In the entries that follow, find each line with the word "具志川環状線" and copy it.

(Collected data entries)
|---|
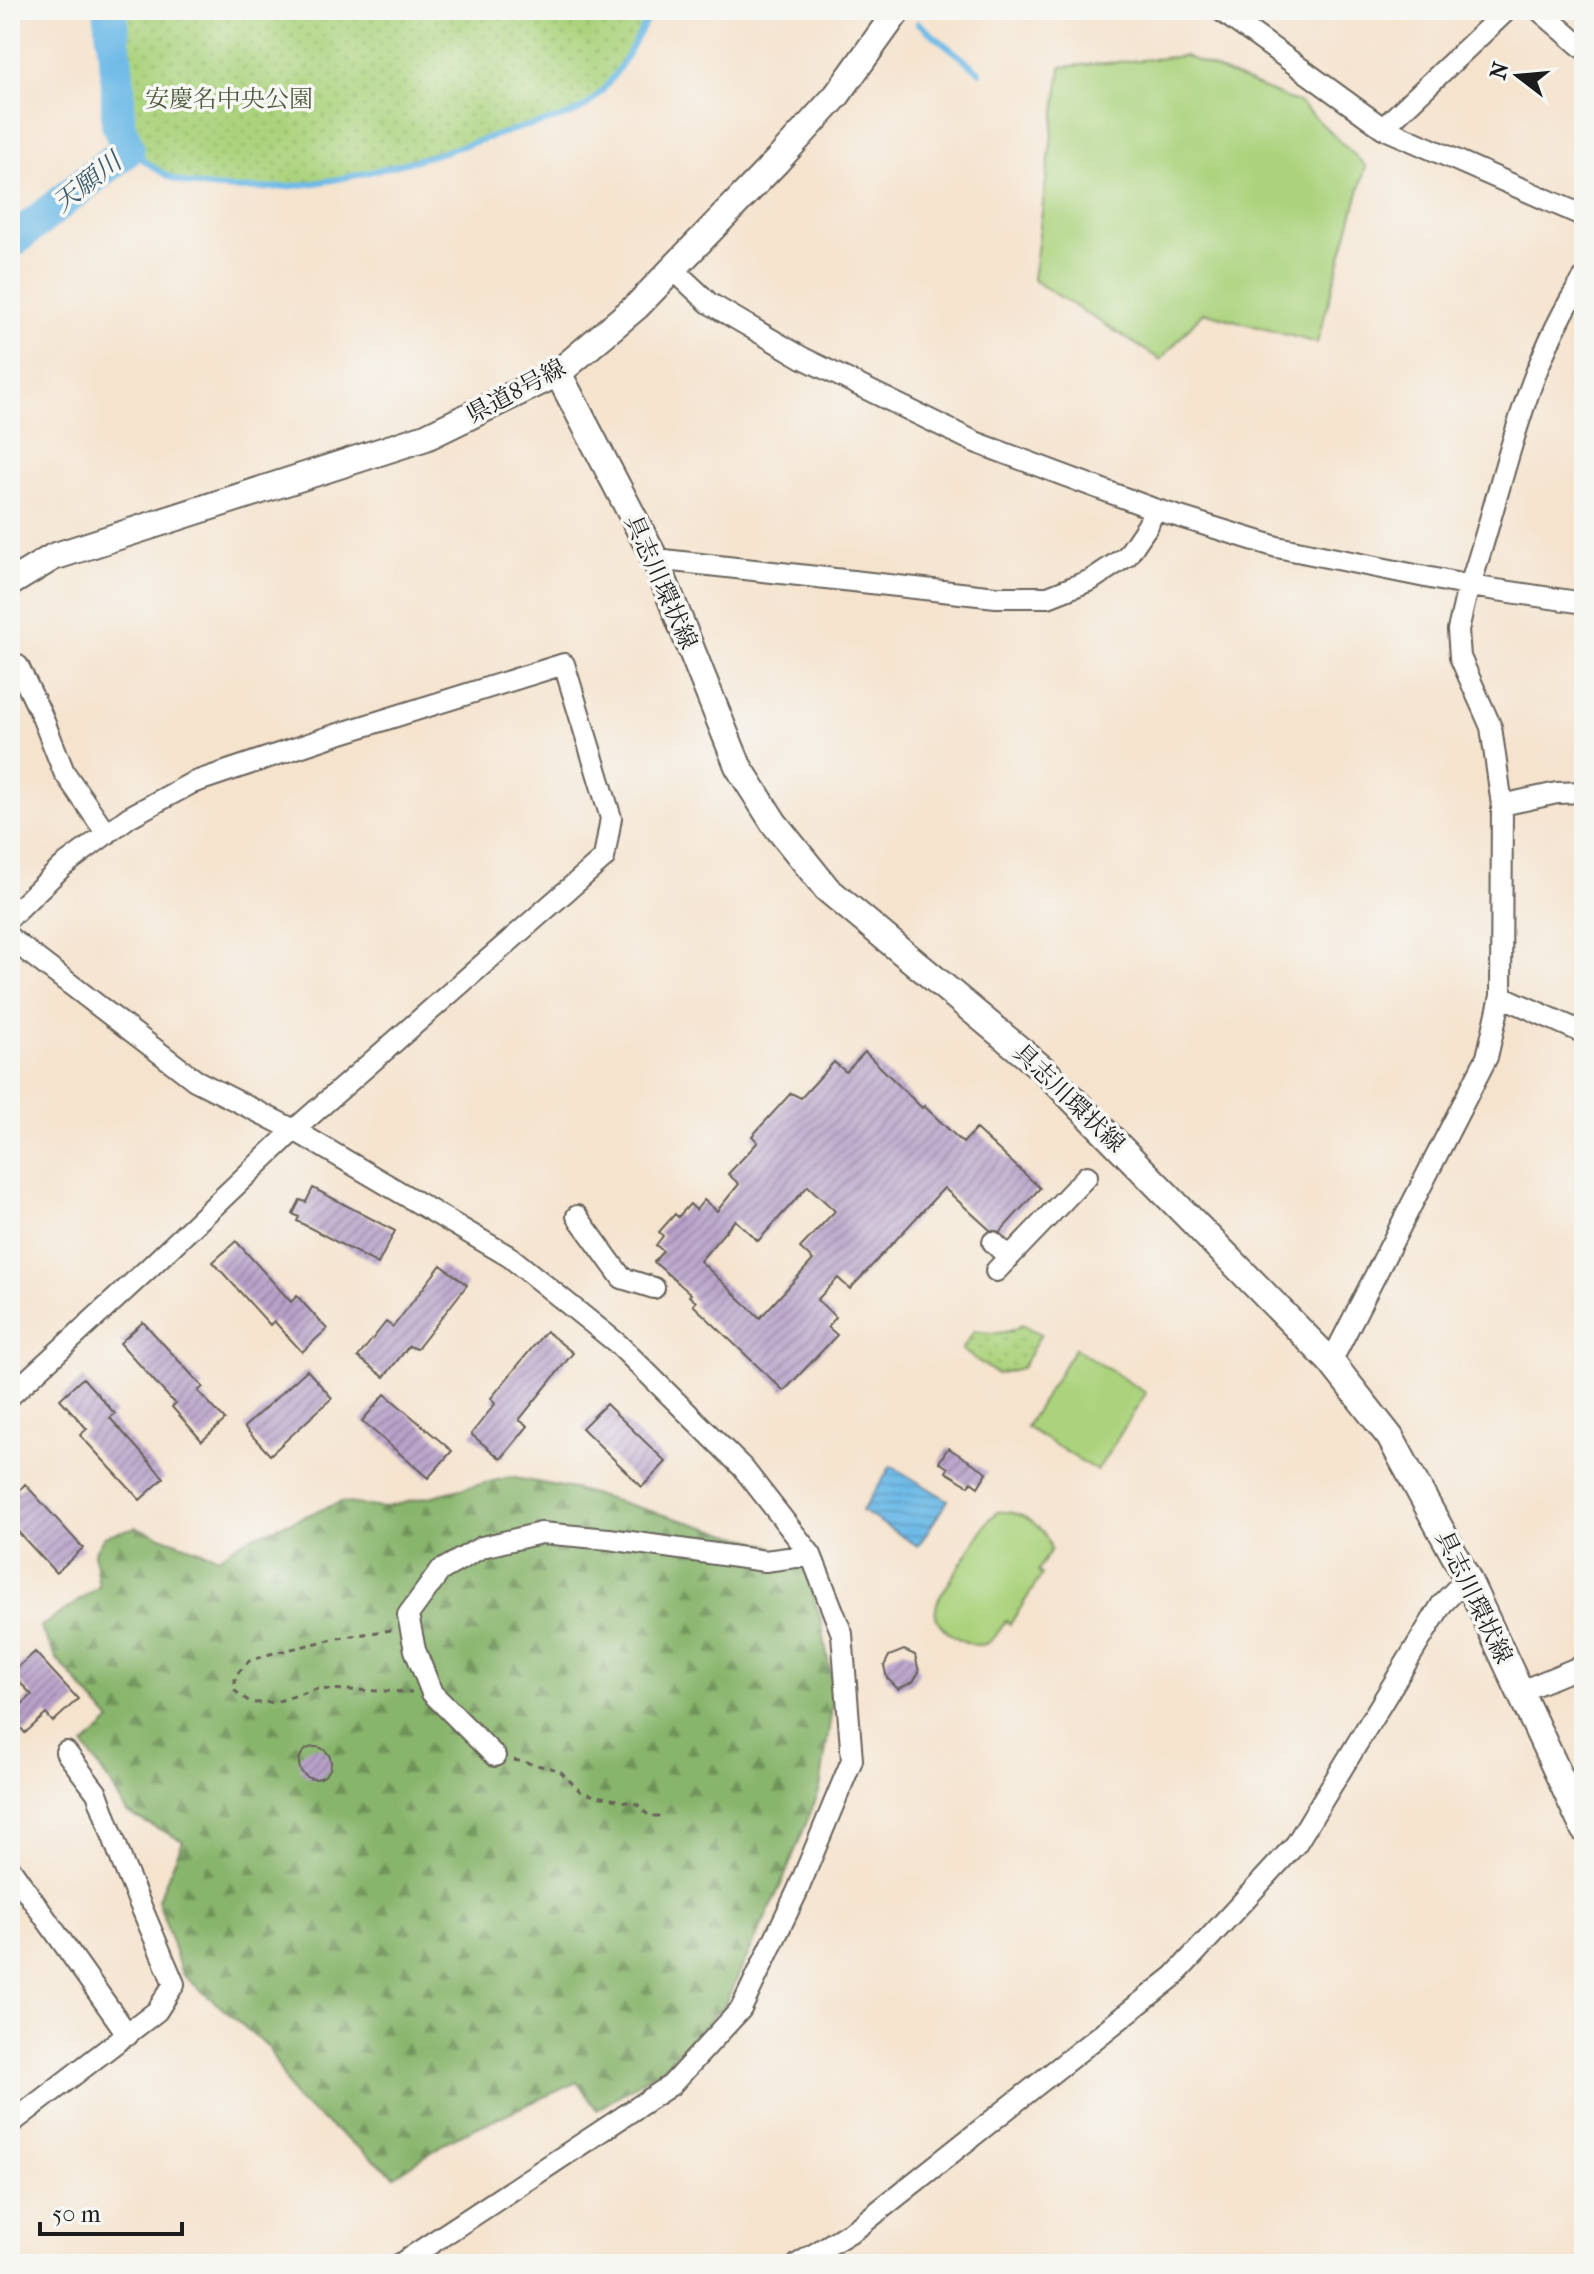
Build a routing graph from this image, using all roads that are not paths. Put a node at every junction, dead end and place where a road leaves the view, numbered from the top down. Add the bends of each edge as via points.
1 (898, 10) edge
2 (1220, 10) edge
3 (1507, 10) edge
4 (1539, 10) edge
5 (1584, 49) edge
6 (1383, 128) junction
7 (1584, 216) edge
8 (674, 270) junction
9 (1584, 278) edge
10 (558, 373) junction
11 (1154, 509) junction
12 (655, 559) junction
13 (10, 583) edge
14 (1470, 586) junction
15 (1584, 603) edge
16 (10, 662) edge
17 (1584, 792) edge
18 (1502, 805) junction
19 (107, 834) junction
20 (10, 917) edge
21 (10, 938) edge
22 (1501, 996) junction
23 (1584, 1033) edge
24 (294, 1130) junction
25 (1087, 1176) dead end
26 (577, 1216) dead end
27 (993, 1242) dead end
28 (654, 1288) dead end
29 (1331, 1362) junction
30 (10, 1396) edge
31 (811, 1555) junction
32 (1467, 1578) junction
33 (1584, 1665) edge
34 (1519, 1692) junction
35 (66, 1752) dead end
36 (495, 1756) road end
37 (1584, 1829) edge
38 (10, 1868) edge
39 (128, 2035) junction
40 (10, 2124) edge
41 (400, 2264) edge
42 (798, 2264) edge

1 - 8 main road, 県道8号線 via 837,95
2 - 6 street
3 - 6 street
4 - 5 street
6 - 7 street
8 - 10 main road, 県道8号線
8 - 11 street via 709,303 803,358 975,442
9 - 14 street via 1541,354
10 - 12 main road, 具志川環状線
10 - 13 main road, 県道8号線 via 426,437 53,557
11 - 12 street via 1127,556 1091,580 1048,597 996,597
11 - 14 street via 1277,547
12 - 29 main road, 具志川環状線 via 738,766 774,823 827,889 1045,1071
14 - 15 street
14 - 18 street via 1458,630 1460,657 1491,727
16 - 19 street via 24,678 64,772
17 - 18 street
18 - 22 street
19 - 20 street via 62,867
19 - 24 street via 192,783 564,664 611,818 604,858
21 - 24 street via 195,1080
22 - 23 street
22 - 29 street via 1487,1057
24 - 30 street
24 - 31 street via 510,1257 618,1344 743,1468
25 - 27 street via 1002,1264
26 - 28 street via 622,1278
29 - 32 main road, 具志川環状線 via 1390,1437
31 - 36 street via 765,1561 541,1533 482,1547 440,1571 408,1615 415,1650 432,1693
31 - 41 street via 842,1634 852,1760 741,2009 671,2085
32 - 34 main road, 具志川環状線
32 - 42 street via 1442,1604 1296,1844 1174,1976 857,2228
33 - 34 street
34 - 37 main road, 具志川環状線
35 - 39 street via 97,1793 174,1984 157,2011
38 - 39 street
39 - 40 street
|---|
Answer area:
10 - 12 main road, 具志川環状線
12 - 29 main road, 具志川環状線 via 738,766 774,823 827,889 1045,1071
29 - 32 main road, 具志川環状線 via 1390,1437
32 - 34 main road, 具志川環状線
34 - 37 main road, 具志川環状線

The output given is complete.